Appellate Division of the Supreme Court of New York, Fourth Department
Dec 23, 1994
210 A.D.2d 946 (N.Y. App. Div. 1994)

Opinion

December 23, 1994

Appeal from the Supreme Court, Monroe County, Stander, J.

Present — Pine, J.P., Lawton, Fallon, Davis and Boehm, JJ.


Order unanimously reversed on the law without costs, motion granted and new trial granted. Memorandum: Supreme Court should have granted plaintiff's motion for a new trial. After summations and the court's charge, a verdict sheet containing five questions was submitted to the jury. Question No. 2 of that verdict sheet asked, "Was Defendant's [Thomas Johnson's] negligence a proximate cause of the accident?" Question No. 5 asked, "What was the percentage of fault of the Defendant [Thomas Johnson], if any, and what was the percentage of fault of the Plaintiff, if any?" The court instructed the jury that a party is at "fault" where that party's negligence contributed to causing plaintiff's injuries.

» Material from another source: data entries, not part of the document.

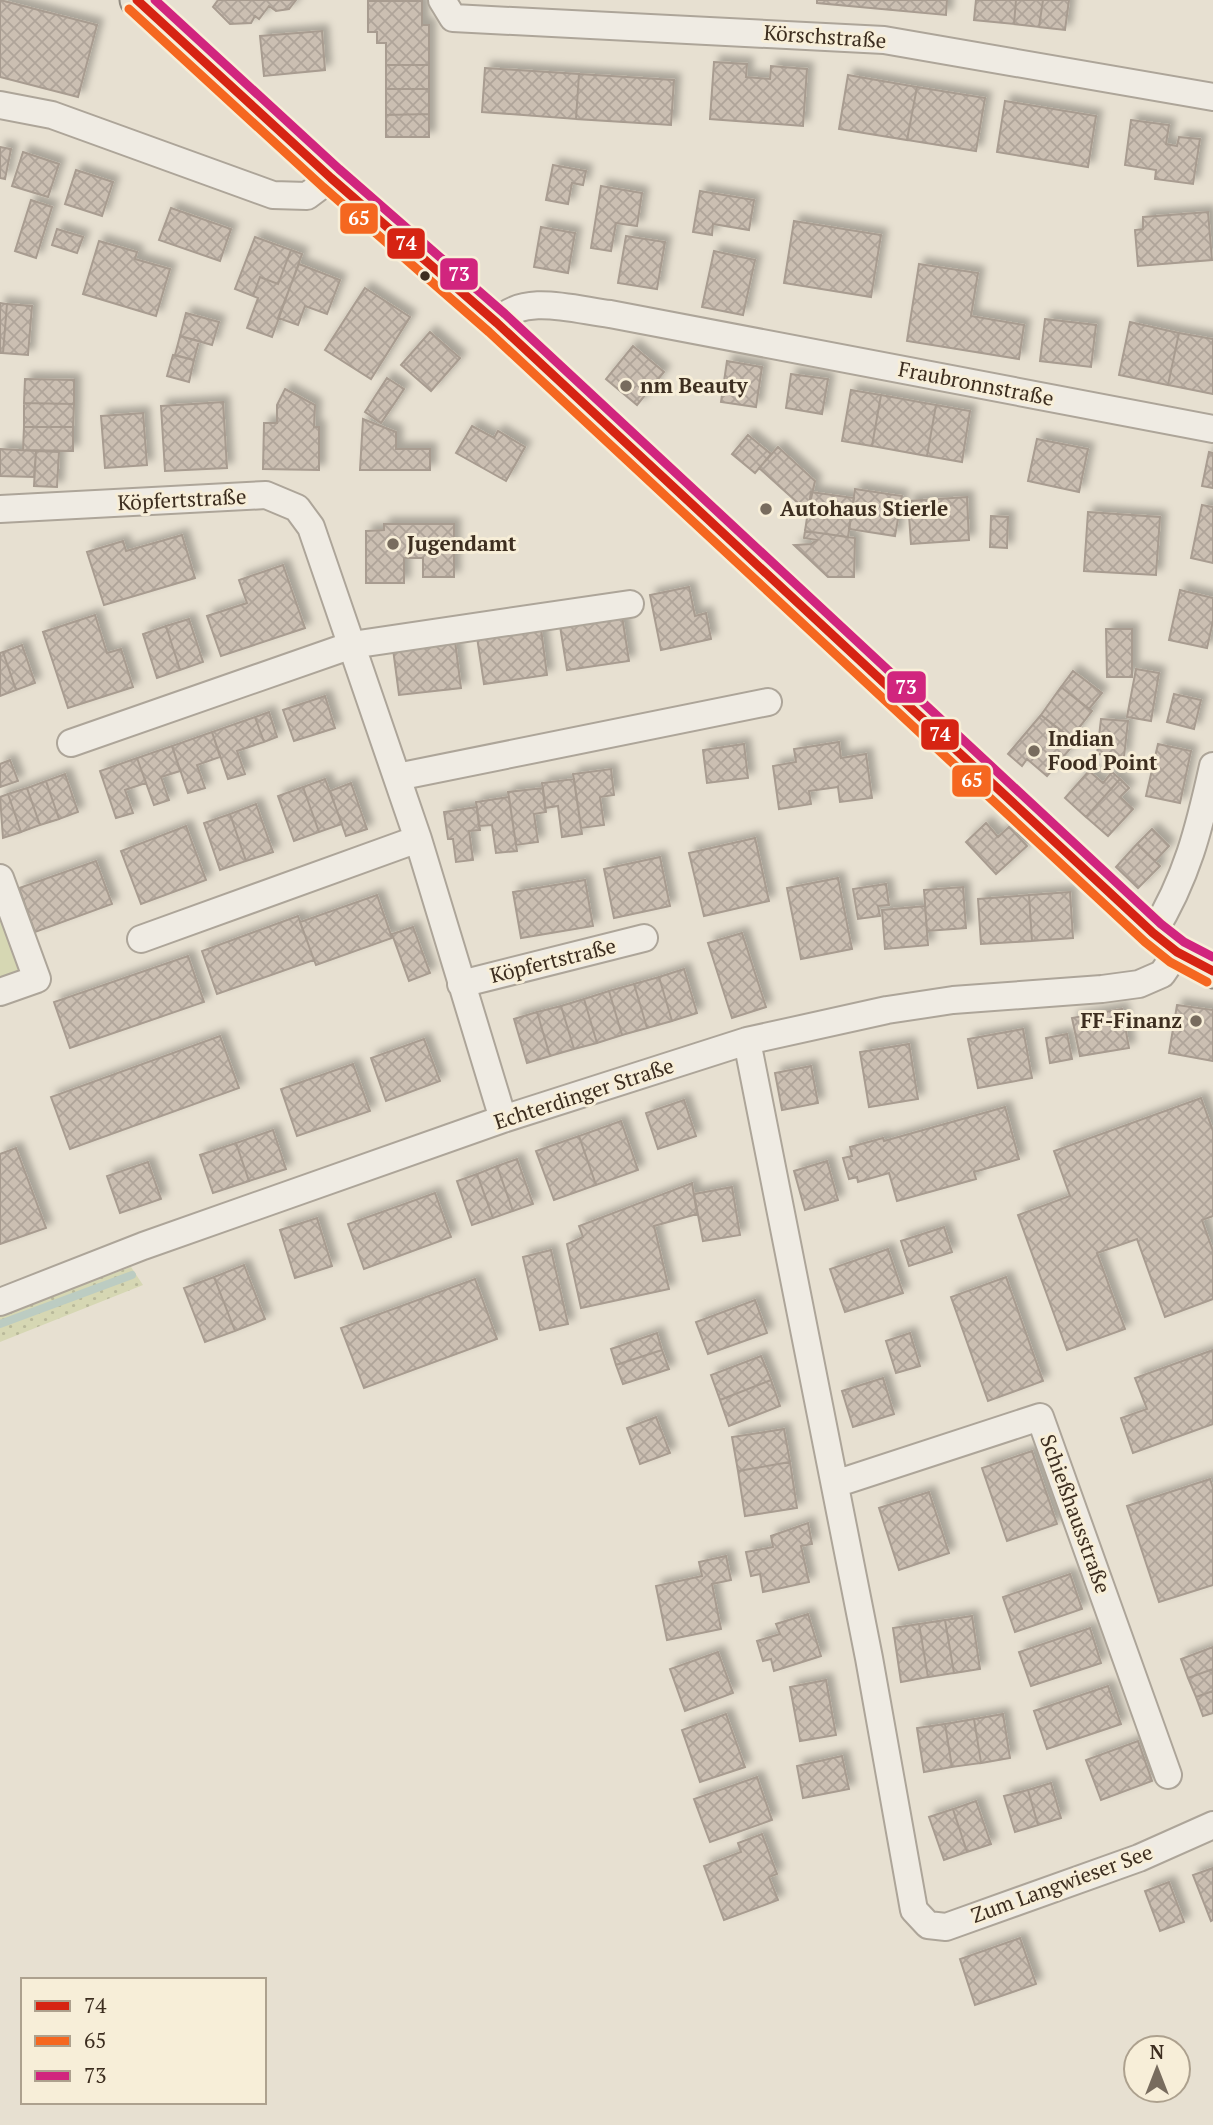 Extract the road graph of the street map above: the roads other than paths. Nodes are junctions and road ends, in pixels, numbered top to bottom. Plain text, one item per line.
1 (137, 0) edge
2 (442, 0) edge
3 (1213, 97) edge
4 (0, 105) edge
5 (331, 178) junction
6 (497, 323) junction
7 (1213, 429) edge
8 (0, 509) edge
9 (630, 604) dead end
10 (352, 645) junction
11 (768, 702) dead end
12 (71, 743) dead end
13 (1213, 766) edge
14 (397, 777) junction
15 (418, 839) junction
16 (0, 878) edge
17 (644, 938) dead end
18 (141, 939) dead end
19 (1165, 943) junction
20 (1213, 971) edge
21 (461, 984) junction
22 (0, 992) edge
23 (747, 1041) junction
24 (503, 1119) junction
25 (0, 1302) edge
26 (835, 1484) junction
27 (1168, 1775) dead end
28 (1213, 1825) edge

1 - 5 main road
2 - 3 street, Körschstraße
4 - 5 street
5 - 6 main road
6 - 7 street, Fraubronnstraße
6 - 19 main road
8 - 10 street, Köpfertstraße
9 - 10 street
10 - 12 street
10 - 14 street, Köpfertstraße
11 - 14 street
13 - 19 street, Echterdinger Straße
14 - 15 street, Köpfertstraße
15 - 18 street
15 - 21 street, Köpfertstraße
16 - 22 street
17 - 21 street, Köpfertstraße
19 - 20 main road
19 - 23 street, Echterdinger Straße
21 - 24 street, Köpfertstraße
23 - 24 street, Echterdinger Straße
23 - 26 street
24 - 25 street, Echterdinger Straße
26 - 27 street, Schießhausstraße
26 - 28 street, Zum Langwieser See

The jury answered "no" to question No. 2 and, in response to question No. 5, found defendant Thomas Johnson 10% at fault and plaintiff 90% at fault. Upon hearing the verdict, plaintiff's counsel asserted that the jury's responses to those questions were in conflict. Because the answers demonstrated that the jury was confused, he requested that the court reinstruct the jury on proximate cause and direct them to continue deliberations. The court denied the request, discharged the jury and entered a verdict of "no cause against plaintiff". The court denied plaintiff's subsequent motion for a new trial based on jury confusion in rendering a verdict.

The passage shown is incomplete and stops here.